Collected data
▬▬▬▬▬▬

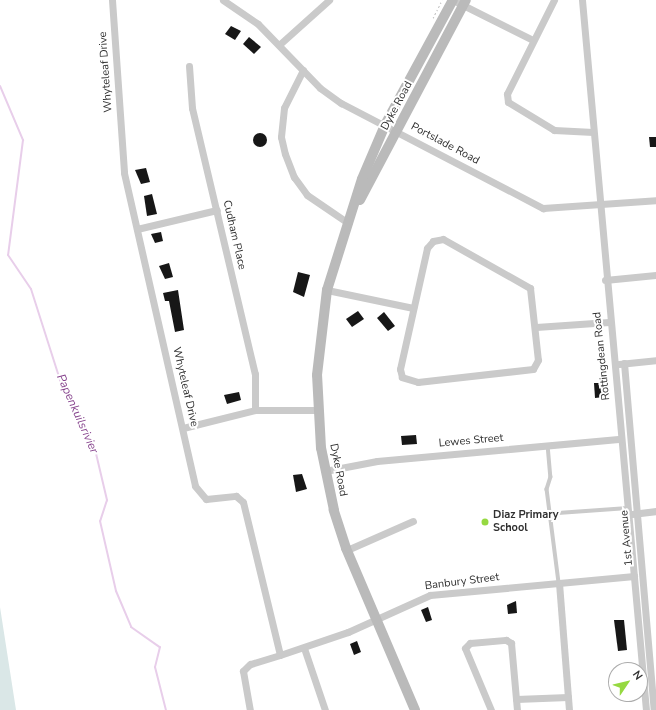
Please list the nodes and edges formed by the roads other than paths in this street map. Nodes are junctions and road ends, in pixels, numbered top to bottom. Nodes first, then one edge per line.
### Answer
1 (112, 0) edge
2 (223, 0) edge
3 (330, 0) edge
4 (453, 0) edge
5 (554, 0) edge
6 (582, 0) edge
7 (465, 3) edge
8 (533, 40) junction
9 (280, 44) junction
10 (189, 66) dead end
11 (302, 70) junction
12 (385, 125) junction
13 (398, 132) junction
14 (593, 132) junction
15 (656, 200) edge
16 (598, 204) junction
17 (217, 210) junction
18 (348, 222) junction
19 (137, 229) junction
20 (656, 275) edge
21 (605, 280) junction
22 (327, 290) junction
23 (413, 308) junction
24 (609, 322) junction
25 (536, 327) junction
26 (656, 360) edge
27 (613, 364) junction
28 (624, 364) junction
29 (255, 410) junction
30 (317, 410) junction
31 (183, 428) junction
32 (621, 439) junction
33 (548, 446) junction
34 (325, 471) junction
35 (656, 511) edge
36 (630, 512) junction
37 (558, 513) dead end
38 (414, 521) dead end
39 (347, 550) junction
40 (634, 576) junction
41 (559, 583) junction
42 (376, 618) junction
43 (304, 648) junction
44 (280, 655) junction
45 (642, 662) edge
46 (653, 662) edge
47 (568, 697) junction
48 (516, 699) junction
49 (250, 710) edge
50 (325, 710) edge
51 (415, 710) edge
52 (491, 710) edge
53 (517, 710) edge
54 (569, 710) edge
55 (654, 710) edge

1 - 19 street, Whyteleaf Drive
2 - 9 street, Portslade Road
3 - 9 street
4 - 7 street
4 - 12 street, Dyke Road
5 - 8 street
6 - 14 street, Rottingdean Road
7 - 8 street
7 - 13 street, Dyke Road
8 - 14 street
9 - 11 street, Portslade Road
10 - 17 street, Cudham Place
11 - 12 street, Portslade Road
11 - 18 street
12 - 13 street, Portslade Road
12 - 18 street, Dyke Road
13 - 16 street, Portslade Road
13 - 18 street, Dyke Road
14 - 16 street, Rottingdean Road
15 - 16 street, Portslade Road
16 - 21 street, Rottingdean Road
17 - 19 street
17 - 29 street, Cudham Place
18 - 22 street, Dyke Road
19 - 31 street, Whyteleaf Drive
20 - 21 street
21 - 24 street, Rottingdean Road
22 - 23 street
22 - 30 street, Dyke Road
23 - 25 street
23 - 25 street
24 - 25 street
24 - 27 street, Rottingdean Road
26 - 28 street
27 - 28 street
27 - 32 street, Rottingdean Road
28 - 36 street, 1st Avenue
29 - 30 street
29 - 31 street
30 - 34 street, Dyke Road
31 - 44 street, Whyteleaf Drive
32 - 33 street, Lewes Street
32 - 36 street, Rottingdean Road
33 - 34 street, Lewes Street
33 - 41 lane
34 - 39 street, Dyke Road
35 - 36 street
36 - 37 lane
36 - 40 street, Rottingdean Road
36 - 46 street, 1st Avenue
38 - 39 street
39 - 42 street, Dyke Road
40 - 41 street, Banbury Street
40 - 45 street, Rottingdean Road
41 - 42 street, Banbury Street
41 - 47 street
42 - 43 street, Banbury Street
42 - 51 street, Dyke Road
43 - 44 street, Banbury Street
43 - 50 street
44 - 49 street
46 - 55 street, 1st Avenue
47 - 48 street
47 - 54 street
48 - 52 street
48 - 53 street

▬▬▬▬▬▬

Task description
The expected output is the full data above, reproduced exactly with no images.

Expected output
Please list the nodes and edges formed by the roads other than paths in this street map. Nodes are junctions and road ends, in pixels, numbered top to bottom. Nodes first, then one edge per line.
### Answer
1 (112, 0) edge
2 (223, 0) edge
3 (330, 0) edge
4 (453, 0) edge
5 (554, 0) edge
6 (582, 0) edge
7 (465, 3) edge
8 (533, 40) junction
9 (280, 44) junction
10 (189, 66) dead end
11 (302, 70) junction
12 (385, 125) junction
13 (398, 132) junction
14 (593, 132) junction
15 (656, 200) edge
16 (598, 204) junction
17 (217, 210) junction
18 (348, 222) junction
19 (137, 229) junction
20 (656, 275) edge
21 (605, 280) junction
22 (327, 290) junction
23 (413, 308) junction
24 (609, 322) junction
25 (536, 327) junction
26 (656, 360) edge
27 (613, 364) junction
28 (624, 364) junction
29 (255, 410) junction
30 (317, 410) junction
31 (183, 428) junction
32 (621, 439) junction
33 (548, 446) junction
34 (325, 471) junction
35 (656, 511) edge
36 (630, 512) junction
37 (558, 513) dead end
38 (414, 521) dead end
39 (347, 550) junction
40 (634, 576) junction
41 (559, 583) junction
42 (376, 618) junction
43 (304, 648) junction
44 (280, 655) junction
45 (642, 662) edge
46 (653, 662) edge
47 (568, 697) junction
48 (516, 699) junction
49 (250, 710) edge
50 (325, 710) edge
51 (415, 710) edge
52 (491, 710) edge
53 (517, 710) edge
54 (569, 710) edge
55 (654, 710) edge

1 - 19 street, Whyteleaf Drive
2 - 9 street, Portslade Road
3 - 9 street
4 - 7 street
4 - 12 street, Dyke Road
5 - 8 street
6 - 14 street, Rottingdean Road
7 - 8 street
7 - 13 street, Dyke Road
8 - 14 street
9 - 11 street, Portslade Road
10 - 17 street, Cudham Place
11 - 12 street, Portslade Road
11 - 18 street
12 - 13 street, Portslade Road
12 - 18 street, Dyke Road
13 - 16 street, Portslade Road
13 - 18 street, Dyke Road
14 - 16 street, Rottingdean Road
15 - 16 street, Portslade Road
16 - 21 street, Rottingdean Road
17 - 19 street
17 - 29 street, Cudham Place
18 - 22 street, Dyke Road
19 - 31 street, Whyteleaf Drive
20 - 21 street
21 - 24 street, Rottingdean Road
22 - 23 street
22 - 30 street, Dyke Road
23 - 25 street
23 - 25 street
24 - 25 street
24 - 27 street, Rottingdean Road
26 - 28 street
27 - 28 street
27 - 32 street, Rottingdean Road
28 - 36 street, 1st Avenue
29 - 30 street
29 - 31 street
30 - 34 street, Dyke Road
31 - 44 street, Whyteleaf Drive
32 - 33 street, Lewes Street
32 - 36 street, Rottingdean Road
33 - 34 street, Lewes Street
33 - 41 lane
34 - 39 street, Dyke Road
35 - 36 street
36 - 37 lane
36 - 40 street, Rottingdean Road
36 - 46 street, 1st Avenue
38 - 39 street
39 - 42 street, Dyke Road
40 - 41 street, Banbury Street
40 - 45 street, Rottingdean Road
41 - 42 street, Banbury Street
41 - 47 street
42 - 43 street, Banbury Street
42 - 51 street, Dyke Road
43 - 44 street, Banbury Street
43 - 50 street
44 - 49 street
46 - 55 street, 1st Avenue
47 - 48 street
47 - 54 street
48 - 52 street
48 - 53 street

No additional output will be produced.